Btw-regels elektronische handel toch per 1 juli 2021 ingevoerd
Het wetsvoorstel is gericht op implementatie van de btw-richtlijnen elektronische handel (EU btw e-commerce). Hierbij wordt de heffing en inning van de btw op grensoverschrijdende internetverkopen van goederen en diensten aan consumenten gemoderniseerd en vereenvoudigd. Het wetsvoorstel moet in de gehele EU per 1 juli 2021 zijn geïmplementeerd. Nederland gaat dat niet redden, daarom heeft ons land samen met Duitsland uitstel bepleit tot 1 januari 2022. Uiteindelijk is overeenstemming bereikt over uitstel tot 1 juli 2021.
Dit betekent wel een tijdelijke en beperkte oplossing (een 'noodspoor'), waar risico’s en onzekerheden aan zijn verbonden. Het kabinet meent echter dat de nadelige gevolgen voor het bedrijfsleven van een latere uitvoering zo groot zijn dat dit noodspoor zal worden gevolgd.
Een latere implementatie in Nederland dan 1 juli 2021 zou zeer ongewenste financiële en logistieke gevolgen voor het Nederlandse bedrijfsleven en voor de Staat hebben.

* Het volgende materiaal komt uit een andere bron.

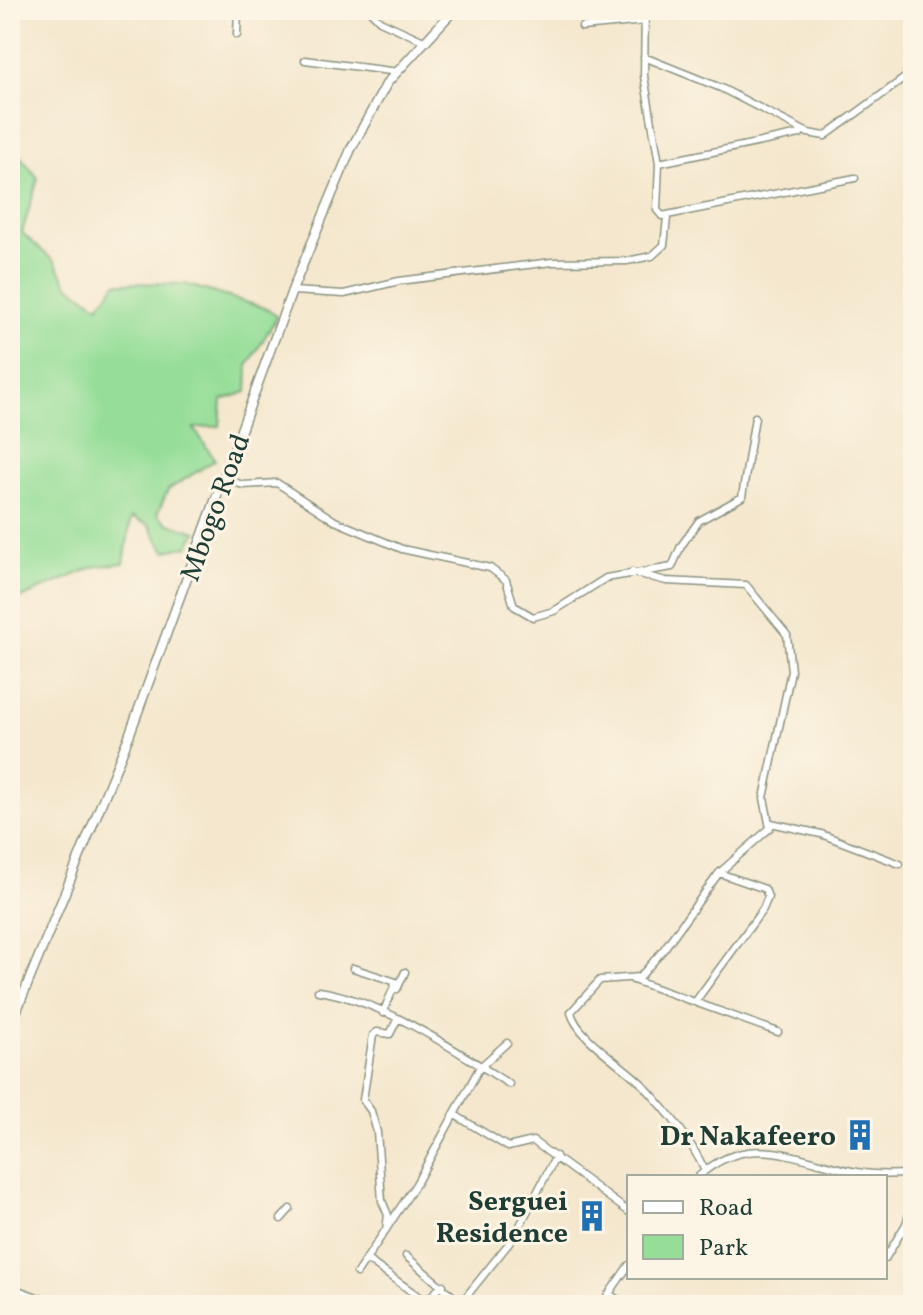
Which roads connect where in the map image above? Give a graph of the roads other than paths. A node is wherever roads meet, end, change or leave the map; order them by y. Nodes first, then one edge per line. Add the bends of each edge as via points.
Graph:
1 (238, 10) edge
2 (369, 10) edge
3 (454, 10) edge
4 (645, 10) edge
5 (645, 21) junction
6 (582, 27) dead end
7 (237, 35) dead end
8 (426, 42) junction
9 (644, 57) junction
10 (305, 60) dead end
11 (398, 72) junction
12 (913, 72) edge
13 (800, 134) dead end
14 (659, 163) junction
15 (855, 178) dead end
16 (667, 218) junction
17 (292, 291) junction
18 (755, 417) dead end
19 (225, 479) junction
20 (632, 572) junction
21 (771, 823) junction
22 (900, 864) dead end
23 (719, 873) junction
24 (353, 968) dead end
25 (405, 972) dead end
26 (633, 980) junction
27 (318, 991) dead end
28 (695, 1002) junction
29 (390, 1017) junction
30 (10, 1027) edge
31 (778, 1032) dead end
32 (507, 1043) dead end
33 (480, 1067) junction
34 (509, 1084) dead end
35 (455, 1115) junction
36 (556, 1156) junction
37 (705, 1171) junction
38 (913, 1174) edge
39 (700, 1175) edge
40 (913, 1202) edge
41 (290, 1209) dead end
42 (627, 1210) edge
43 (281, 1219) dead end
44 (386, 1230) junction
45 (406, 1256) dead end
46 (887, 1256) edge
47 (366, 1259) junction
48 (627, 1268) edge
49 (357, 1273) dead end
50 (443, 1285) junction
51 (10, 1289) edge
52 (609, 1294) junction
53 (462, 1304) edge
54 (55, 1305) edge
55 (601, 1305) edge
56 (626, 1305) edge

1 - 7 street
2 - 8 street via 380,21
3 - 8 main road, Mbogo Road
4 - 5 street
5 - 6 street
5 - 9 street
8 - 11 main road, Mbogo Road
9 - 12 street via 721,88 808,133 825,136
9 - 14 street
10 - 11 street
11 - 17 main road, Mbogo Road via 351,149
13 - 14 street
14 - 16 street via 657,210
15 - 16 street
16 - 17 street via 664,245 639,259 552,262 399,281 344,294
17 - 19 main road, Mbogo Road
18 - 20 street via 742,497 704,516 669,569
19 - 20 street via 243,485 277,483 335,521 402,549 490,568 506,580 514,606 533,617 554,611 606,578
19 - 30 main road, Mbogo Road via 129,736
20 - 21 street via 666,581 746,585 787,635 791,671 764,798
21 - 22 street via 821,834
21 - 23 street
23 - 26 street via 664,949
23 - 28 street via 765,889 768,897
24 - 29 street via 396,982
25 - 29 street via 386,1007
26 - 28 street
26 - 37 street via 600,980 577,1002 572,1017 578,1029 667,1112 691,1141
27 - 29 street
28 - 31 street
29 - 33 street via 474,1059
29 - 44 street via 390,1034 373,1035 363,1100 377,1132
32 - 33 street
33 - 34 street
33 - 35 street
35 - 36 street via 508,1147 533,1141
35 - 44 street
36 - 42 street
36 - 53 street via 514,1237
37 - 38 street via 743,1150 781,1152 858,1172
37 - 39 street
40 - 46 street
41 - 43 street
44 - 47 street
45 - 50 street
47 - 49 street
47 - 50 street via 425,1301
48 - 52 street
50 - 53 street
51 - 54 main road
52 - 55 street
52 - 56 street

Zo zouden Nederlandse ondernemers of niet-EU ondernemers die Nederland verkiezen als land van btw-registratie dan gedurende een half jaar geen gebruik kunnen maken van het éénloketsysteem inclusief de nieuwe invoerregeling. Deze ondernemers moeten zich dan in andere lidstaten gaan registreren om aan hun btw-verplichtingen te voldoen. Ook kan Nederland dan geen btw-meldingen of -betalingen uit andere lidstaten ontvangen. Dit leidt tot grote onduidelijkheid en logistieke problemen, verlegging van handelsstromen en schadeclaims van getroffenen. Ook een inbreukprocedure of boete door de Europese Commissie behoort dan tot de mogelijkheden.
Op dit moment doen in Nederland circa 1.300 bedrijven jaarlijks voor gezamenlijk 850 miljoen euro aangifte via het huidige éénloketsysteem voor digitale grensoverschrijdende diensten. Ook deze bedrijven zullen zich dan moeten registreren in andere EU-lidstaten om de daar verschuldigde btw te voldoen.